── RECORDS FOR PROCESSING

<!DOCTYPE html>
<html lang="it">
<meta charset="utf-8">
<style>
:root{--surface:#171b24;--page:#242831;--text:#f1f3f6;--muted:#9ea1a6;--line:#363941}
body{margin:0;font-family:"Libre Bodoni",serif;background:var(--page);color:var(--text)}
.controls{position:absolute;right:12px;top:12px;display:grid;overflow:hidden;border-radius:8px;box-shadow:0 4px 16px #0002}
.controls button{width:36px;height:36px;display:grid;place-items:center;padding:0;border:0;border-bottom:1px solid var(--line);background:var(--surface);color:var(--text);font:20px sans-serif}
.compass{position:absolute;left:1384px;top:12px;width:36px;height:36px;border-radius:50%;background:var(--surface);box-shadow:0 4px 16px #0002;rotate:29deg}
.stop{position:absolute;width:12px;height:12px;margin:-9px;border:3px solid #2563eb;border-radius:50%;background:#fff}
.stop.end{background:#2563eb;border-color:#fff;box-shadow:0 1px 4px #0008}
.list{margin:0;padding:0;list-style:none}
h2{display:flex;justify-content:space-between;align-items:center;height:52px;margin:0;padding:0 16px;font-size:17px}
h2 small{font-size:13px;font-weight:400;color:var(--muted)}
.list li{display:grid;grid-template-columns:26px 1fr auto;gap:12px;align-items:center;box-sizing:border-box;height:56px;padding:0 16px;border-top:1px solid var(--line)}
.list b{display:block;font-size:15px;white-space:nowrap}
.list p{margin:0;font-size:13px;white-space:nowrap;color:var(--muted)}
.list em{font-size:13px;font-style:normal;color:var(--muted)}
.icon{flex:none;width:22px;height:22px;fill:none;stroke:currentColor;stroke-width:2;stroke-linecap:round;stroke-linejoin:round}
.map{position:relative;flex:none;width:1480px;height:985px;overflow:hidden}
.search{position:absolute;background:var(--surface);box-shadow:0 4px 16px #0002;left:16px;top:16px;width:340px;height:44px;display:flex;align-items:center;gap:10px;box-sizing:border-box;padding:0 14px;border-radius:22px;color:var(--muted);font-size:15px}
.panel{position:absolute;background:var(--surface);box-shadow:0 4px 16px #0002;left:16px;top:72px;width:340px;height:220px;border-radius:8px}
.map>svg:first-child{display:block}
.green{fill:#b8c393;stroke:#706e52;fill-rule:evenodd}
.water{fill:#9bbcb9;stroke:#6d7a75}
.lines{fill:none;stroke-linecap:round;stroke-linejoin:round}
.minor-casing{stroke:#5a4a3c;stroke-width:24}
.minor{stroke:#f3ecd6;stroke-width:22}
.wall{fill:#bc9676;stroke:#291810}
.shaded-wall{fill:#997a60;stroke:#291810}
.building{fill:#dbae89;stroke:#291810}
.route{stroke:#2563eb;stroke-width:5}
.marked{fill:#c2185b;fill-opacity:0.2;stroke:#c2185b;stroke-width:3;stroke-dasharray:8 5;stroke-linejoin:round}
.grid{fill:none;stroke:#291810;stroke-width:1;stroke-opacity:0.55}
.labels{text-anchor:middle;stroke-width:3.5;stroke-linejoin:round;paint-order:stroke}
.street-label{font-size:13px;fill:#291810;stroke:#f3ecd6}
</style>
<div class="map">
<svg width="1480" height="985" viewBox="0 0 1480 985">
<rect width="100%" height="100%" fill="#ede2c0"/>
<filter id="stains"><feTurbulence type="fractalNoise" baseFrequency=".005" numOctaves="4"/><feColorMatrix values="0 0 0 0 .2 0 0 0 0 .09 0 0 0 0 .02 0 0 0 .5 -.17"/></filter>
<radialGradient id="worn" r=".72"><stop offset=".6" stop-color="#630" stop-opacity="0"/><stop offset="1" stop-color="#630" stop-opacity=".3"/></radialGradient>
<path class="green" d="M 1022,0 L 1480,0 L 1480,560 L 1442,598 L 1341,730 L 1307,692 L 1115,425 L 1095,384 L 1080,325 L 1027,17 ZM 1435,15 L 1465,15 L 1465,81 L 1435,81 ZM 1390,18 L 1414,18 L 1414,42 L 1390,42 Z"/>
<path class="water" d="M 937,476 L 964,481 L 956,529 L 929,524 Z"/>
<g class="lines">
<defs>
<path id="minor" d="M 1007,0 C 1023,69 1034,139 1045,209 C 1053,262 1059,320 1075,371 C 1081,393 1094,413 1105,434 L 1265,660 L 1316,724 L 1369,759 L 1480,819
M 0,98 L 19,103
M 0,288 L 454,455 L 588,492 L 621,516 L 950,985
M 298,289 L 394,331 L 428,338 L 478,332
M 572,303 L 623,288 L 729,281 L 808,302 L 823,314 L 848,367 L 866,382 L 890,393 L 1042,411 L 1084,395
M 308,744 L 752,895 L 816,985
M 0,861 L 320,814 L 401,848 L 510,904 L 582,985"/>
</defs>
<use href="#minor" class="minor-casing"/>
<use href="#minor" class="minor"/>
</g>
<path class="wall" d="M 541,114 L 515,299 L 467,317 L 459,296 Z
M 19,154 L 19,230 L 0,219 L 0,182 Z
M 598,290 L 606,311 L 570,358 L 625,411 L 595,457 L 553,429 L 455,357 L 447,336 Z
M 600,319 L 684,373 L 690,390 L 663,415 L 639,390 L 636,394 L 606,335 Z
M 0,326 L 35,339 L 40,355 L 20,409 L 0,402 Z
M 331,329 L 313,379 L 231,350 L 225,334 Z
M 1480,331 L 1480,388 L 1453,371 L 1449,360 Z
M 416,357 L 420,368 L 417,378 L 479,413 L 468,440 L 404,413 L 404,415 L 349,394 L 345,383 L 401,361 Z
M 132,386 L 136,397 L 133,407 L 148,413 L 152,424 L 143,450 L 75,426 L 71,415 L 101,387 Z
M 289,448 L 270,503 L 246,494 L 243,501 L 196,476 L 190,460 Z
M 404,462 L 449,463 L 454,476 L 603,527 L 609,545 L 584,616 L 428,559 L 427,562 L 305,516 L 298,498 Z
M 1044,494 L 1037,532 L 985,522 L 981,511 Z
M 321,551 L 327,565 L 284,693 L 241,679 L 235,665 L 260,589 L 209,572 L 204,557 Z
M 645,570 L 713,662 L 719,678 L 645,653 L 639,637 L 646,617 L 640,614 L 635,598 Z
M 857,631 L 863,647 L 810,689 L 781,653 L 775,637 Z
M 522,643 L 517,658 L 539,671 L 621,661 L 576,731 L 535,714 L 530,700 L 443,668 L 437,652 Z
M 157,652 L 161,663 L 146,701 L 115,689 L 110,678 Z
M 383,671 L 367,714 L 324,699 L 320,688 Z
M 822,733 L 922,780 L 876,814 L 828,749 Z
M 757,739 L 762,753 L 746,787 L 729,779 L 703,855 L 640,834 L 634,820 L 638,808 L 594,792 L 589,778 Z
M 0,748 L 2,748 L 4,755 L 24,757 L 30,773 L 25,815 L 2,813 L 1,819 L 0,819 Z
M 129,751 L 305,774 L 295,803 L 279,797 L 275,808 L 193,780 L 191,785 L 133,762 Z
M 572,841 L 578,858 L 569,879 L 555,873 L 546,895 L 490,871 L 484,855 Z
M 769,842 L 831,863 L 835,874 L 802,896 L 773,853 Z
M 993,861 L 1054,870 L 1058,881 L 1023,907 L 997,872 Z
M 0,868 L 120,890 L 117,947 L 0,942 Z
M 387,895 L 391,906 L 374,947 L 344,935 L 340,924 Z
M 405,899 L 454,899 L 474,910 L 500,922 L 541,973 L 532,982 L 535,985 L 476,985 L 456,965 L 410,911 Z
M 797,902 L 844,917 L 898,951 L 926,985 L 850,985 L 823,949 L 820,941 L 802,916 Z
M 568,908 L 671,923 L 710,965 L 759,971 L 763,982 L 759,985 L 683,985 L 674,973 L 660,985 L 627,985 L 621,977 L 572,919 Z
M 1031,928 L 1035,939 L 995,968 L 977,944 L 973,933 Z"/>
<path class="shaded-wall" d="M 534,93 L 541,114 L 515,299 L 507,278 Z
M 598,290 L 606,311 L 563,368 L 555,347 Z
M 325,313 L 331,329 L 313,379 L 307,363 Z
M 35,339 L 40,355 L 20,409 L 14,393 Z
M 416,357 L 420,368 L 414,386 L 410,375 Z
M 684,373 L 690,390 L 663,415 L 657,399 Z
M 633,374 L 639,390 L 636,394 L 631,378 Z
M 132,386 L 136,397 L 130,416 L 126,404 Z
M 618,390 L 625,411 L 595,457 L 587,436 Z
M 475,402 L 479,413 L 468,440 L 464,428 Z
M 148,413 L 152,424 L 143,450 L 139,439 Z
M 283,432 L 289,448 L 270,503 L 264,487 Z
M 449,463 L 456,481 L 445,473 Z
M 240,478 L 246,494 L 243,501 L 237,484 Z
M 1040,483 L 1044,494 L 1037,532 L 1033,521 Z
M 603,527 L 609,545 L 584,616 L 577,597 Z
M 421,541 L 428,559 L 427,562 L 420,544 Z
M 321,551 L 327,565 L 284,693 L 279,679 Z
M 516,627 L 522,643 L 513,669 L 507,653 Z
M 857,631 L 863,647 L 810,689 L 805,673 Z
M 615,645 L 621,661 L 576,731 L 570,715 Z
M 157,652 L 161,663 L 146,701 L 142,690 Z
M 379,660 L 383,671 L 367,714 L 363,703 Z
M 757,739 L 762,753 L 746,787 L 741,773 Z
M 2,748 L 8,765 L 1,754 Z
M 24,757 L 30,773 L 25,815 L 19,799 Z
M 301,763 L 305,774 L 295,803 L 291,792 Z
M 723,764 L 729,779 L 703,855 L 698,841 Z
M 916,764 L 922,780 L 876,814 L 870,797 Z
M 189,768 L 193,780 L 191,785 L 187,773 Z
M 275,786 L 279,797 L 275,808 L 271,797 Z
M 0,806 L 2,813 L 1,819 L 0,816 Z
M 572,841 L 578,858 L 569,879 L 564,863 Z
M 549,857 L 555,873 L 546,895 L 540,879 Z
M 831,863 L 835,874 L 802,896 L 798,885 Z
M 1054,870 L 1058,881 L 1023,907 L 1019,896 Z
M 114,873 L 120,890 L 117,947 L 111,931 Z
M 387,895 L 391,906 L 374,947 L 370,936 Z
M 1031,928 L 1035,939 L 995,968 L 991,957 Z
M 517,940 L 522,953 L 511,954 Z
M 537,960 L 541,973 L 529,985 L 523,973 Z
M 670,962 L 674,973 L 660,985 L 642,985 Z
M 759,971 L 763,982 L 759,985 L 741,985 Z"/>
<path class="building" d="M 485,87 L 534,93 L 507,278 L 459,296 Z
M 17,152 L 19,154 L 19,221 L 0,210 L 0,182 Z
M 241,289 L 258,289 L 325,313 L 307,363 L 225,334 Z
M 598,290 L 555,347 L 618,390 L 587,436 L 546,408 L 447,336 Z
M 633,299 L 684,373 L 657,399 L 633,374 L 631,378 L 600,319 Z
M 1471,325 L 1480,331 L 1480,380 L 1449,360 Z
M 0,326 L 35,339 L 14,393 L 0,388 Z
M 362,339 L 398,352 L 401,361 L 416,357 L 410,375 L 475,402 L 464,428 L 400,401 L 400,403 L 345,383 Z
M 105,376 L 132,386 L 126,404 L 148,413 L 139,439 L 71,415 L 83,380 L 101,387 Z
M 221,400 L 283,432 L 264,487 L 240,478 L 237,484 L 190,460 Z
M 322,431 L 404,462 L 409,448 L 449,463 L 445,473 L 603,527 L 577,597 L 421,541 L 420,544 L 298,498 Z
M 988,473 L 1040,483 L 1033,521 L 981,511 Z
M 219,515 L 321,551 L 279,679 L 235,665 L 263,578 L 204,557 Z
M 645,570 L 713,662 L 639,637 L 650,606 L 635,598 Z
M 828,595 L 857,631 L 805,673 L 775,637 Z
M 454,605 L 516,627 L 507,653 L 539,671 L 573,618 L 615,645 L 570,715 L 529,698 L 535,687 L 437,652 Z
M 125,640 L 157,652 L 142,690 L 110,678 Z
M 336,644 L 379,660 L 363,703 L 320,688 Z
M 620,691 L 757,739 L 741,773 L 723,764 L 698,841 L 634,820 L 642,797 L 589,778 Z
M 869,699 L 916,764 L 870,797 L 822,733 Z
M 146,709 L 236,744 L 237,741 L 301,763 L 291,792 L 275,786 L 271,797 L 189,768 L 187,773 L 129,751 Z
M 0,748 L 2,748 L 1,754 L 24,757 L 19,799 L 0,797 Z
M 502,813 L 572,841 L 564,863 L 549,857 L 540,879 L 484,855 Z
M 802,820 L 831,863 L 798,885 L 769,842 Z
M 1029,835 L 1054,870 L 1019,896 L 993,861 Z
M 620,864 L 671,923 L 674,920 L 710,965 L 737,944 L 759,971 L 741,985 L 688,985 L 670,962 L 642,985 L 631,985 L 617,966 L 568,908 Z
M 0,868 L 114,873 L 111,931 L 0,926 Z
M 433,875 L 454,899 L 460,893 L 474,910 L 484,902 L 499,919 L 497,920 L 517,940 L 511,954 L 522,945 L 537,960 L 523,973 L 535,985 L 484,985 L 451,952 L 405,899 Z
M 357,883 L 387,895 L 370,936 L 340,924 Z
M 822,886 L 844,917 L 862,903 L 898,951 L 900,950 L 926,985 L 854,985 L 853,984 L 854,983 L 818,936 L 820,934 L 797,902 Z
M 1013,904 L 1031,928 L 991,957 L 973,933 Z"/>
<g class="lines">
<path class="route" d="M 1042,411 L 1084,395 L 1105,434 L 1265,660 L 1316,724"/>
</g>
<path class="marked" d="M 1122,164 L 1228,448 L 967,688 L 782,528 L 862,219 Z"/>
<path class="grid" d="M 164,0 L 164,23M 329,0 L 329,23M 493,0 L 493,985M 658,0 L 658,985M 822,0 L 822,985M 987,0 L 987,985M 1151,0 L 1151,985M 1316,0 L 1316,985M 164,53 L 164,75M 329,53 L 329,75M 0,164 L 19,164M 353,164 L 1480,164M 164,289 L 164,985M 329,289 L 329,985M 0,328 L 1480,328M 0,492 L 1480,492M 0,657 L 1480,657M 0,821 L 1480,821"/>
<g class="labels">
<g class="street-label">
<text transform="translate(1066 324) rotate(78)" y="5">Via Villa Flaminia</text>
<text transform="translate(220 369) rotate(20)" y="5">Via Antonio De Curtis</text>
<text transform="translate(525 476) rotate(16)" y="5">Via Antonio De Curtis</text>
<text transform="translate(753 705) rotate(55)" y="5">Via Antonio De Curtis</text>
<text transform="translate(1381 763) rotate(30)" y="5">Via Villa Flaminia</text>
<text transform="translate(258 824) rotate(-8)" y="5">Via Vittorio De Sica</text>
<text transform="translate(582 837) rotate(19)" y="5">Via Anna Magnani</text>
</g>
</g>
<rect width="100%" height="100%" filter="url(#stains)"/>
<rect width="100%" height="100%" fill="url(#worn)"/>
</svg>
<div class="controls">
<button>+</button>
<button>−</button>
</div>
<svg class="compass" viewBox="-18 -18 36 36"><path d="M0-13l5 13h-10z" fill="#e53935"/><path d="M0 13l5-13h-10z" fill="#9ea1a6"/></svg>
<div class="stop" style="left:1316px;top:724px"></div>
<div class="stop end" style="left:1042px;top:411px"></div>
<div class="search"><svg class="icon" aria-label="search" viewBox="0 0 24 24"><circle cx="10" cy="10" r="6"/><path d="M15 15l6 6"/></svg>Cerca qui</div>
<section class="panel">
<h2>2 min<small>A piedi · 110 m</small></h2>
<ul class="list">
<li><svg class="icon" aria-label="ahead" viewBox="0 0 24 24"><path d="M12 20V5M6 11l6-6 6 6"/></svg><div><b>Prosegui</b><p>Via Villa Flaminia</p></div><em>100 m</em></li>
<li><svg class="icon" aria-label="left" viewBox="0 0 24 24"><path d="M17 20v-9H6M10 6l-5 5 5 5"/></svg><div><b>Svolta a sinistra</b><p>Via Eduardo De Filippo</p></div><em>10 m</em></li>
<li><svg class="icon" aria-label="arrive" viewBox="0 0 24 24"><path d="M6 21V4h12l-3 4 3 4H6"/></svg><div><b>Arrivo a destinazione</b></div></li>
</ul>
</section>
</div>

────

▶ **EXERCISE PROMPT**:
Work out how many lines of the records contain the word "white", and give only that number.

▶ **ANSWER SECTION**:
2